→ WHAT THE TASK REQUIRES:
The number of lines in the entries below holding the word "Cabot" is all that is needed here.
--- TASK INPUTS Enclosed Below ---
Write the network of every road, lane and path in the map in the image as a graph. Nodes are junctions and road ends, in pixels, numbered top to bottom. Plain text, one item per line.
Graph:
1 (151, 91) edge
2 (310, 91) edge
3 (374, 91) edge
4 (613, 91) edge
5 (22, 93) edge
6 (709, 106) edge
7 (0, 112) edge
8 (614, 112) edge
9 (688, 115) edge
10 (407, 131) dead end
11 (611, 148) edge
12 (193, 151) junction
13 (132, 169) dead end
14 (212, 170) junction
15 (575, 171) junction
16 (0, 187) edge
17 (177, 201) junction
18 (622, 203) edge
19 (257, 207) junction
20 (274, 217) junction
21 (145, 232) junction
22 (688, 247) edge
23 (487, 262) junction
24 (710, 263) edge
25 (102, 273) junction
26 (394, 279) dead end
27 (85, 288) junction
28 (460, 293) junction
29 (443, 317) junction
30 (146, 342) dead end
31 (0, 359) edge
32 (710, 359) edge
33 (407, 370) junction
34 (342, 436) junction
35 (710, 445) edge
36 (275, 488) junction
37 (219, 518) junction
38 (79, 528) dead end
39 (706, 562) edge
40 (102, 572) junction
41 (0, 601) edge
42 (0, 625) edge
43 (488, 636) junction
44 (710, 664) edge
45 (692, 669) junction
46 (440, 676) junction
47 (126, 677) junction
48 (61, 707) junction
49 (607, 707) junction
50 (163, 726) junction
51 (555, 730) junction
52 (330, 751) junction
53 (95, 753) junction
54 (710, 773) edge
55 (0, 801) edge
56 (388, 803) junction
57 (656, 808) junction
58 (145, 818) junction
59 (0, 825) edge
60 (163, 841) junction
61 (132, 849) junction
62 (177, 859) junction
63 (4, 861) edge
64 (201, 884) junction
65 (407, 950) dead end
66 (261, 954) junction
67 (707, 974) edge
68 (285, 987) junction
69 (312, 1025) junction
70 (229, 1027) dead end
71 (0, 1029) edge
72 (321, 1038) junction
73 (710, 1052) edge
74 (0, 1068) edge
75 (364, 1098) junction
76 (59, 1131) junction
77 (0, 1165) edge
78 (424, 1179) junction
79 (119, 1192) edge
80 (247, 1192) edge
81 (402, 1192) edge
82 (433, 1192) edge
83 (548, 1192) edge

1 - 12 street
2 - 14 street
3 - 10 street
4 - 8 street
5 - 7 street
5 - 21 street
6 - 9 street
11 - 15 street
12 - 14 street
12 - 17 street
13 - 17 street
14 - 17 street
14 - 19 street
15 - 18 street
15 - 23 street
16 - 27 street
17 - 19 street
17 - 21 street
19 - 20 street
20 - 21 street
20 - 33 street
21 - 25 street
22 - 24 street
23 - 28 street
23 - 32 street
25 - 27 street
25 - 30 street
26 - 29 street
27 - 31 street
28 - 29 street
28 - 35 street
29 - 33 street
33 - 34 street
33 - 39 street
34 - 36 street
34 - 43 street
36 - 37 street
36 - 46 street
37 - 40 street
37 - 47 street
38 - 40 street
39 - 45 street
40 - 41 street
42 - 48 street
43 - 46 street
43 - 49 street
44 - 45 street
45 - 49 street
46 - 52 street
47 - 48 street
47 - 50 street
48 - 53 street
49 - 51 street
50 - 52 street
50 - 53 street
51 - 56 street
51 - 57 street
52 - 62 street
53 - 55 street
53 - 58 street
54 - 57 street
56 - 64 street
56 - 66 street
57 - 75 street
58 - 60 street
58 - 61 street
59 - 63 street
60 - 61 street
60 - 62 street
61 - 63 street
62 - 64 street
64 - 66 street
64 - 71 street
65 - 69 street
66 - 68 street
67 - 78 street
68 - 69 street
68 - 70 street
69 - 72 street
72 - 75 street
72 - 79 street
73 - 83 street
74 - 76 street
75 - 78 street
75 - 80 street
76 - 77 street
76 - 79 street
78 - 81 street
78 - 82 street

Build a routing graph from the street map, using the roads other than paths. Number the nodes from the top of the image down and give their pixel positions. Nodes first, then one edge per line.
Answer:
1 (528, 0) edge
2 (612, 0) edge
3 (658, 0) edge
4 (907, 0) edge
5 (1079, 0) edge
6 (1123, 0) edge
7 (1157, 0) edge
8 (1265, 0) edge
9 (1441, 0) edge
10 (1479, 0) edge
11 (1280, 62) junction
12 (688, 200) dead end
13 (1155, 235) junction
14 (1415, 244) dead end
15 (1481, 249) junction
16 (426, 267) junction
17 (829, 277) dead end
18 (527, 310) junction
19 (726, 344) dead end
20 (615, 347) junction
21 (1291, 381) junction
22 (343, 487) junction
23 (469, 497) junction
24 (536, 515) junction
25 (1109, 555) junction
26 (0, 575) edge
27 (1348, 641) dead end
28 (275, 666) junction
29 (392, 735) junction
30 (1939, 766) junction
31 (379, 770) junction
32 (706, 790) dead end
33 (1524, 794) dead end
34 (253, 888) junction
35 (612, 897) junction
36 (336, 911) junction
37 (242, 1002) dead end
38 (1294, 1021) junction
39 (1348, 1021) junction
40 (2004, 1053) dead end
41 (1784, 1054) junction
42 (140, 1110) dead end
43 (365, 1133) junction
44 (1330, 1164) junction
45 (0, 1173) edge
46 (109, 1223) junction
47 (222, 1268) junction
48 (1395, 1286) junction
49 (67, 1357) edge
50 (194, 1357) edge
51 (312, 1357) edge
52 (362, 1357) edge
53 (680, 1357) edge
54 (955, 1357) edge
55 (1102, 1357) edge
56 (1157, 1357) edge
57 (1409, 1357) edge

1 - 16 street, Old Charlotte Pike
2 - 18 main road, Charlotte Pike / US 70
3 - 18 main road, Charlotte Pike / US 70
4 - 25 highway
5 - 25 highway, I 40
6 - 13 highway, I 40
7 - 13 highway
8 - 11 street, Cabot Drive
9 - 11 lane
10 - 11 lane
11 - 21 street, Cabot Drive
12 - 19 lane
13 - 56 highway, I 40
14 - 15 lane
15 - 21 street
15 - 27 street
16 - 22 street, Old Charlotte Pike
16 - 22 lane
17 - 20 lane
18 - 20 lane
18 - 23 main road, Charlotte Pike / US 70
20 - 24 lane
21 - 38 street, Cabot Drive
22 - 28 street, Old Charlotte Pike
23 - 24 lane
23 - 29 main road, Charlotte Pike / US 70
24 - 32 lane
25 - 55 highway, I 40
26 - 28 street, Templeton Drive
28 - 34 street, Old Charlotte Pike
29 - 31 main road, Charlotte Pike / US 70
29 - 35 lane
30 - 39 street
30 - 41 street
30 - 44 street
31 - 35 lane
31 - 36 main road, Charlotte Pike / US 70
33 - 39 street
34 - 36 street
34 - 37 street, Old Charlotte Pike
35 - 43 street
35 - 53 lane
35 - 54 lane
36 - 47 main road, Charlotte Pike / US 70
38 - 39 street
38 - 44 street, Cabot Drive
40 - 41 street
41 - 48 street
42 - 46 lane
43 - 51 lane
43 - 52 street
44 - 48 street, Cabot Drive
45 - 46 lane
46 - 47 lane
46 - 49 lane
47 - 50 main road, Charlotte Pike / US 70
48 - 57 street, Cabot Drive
--- End of Enclosed TASK INPUTS ---
→ RESULT:
6